In summary, temperature had a significant effect on interface bonding, and higher temperature would undoubtedly reduce the shear strength and interface bonding coefficient. Moreover, temperature played a dominant role in the failure mode of interface bonding. Specifically, interface bonding was more prone to plastic failure at high temperature but trended to encounter brittle failure at low temperature.

4. Conclusions

To study the characteristics of interface bonding comprehensively, a series of laboratory tests were conducted based on a self-designed direct shear test apparatus that can simultaneously apply shear force and normal stress on a specimen. Four kinds of tack coat materials were investigated under four different normal stresses and five temperatures. This research tried to analyze the coupling effects of normal stress and temperature on interface bonding. The key findings or conclusions were summarized as follows.

Temperature had a significant influence on the adhesive ability of the tack coat. A tack coat that had high shear strength at low temperature might not provide similar interface bonding strength at high temperature. Although emulsified asphalt, rubber asphalt, and virgin asphalt had a similar adhesive ability, the emulsified asphalt was recommended because of its simple construction method.

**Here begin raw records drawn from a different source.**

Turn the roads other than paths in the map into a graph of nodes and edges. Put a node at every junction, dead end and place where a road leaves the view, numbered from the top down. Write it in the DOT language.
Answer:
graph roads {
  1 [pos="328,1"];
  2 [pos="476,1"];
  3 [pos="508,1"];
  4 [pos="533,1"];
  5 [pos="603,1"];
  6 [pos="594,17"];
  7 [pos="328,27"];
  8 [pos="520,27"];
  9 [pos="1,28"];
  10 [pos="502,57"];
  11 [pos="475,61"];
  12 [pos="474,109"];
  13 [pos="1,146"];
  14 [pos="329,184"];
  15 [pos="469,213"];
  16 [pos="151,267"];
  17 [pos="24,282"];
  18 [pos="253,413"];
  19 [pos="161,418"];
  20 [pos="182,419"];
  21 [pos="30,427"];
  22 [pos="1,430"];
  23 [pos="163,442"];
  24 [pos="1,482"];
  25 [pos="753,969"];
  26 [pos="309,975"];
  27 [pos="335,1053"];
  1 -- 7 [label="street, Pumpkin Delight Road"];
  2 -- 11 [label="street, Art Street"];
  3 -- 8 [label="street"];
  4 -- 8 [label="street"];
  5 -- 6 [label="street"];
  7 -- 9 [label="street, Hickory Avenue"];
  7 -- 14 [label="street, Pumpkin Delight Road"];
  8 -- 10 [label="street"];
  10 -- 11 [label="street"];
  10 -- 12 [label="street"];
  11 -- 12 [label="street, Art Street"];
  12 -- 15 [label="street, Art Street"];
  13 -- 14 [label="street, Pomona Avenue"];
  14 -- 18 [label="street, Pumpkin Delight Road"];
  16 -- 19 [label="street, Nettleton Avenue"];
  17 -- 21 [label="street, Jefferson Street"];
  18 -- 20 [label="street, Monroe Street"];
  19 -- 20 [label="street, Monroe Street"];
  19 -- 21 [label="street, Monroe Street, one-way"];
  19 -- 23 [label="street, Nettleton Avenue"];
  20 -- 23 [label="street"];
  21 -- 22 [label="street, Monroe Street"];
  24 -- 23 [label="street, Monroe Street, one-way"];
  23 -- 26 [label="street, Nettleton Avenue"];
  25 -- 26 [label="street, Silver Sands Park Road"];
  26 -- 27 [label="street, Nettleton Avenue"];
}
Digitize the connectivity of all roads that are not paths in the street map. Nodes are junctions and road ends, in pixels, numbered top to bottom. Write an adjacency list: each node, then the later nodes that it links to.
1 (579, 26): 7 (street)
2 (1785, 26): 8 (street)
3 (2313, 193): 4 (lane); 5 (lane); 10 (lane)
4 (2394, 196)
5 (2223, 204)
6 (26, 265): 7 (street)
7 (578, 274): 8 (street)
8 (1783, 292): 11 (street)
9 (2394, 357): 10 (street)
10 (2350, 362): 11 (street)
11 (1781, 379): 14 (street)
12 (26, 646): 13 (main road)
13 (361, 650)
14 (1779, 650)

The interface between HMA overlay and PCC layer was still able to provide considerable bonding strength after failure, indicating that the damaged interface could still function. The interface bonding coefficient could be selected as an indicator to distinguish the failure mode of interface bonding.

Normal stress benefited interface bonding strength, especially at a lower temperature. Higher normal stress can increase both residual strength and residual ratio, but it usually had very limited impacts on the failure mode of interface bonding.

Temperature had a significant effect on interface bonding and played a dominant role in the failure mode of interface bonding. Specifically, the interface bonding was more prone to plastic failure at a high temperature, while it trended to encounter brittle failure at a low temperature.

Data Availability

The data used to support the findings of this study are available from the corresponding author upon request.

Additional Points

Highlights. A special direct shear test device was designed and manufactured to apply both normal stress and shear stress on the specimen. Different tack coat materials were tested and compared, and the optimal tack coat material was determined. The coupling effects of normal stress and temperature on interface bonding between Portland cement concrete and hot-mix asphalt mixture were analyzed.

Conflicts of Interest

The authors declare that they have no conflicts of interest.

Acknowledgments

The National Natural Science Foundation of China (U1433201 and U1333104) supported this work.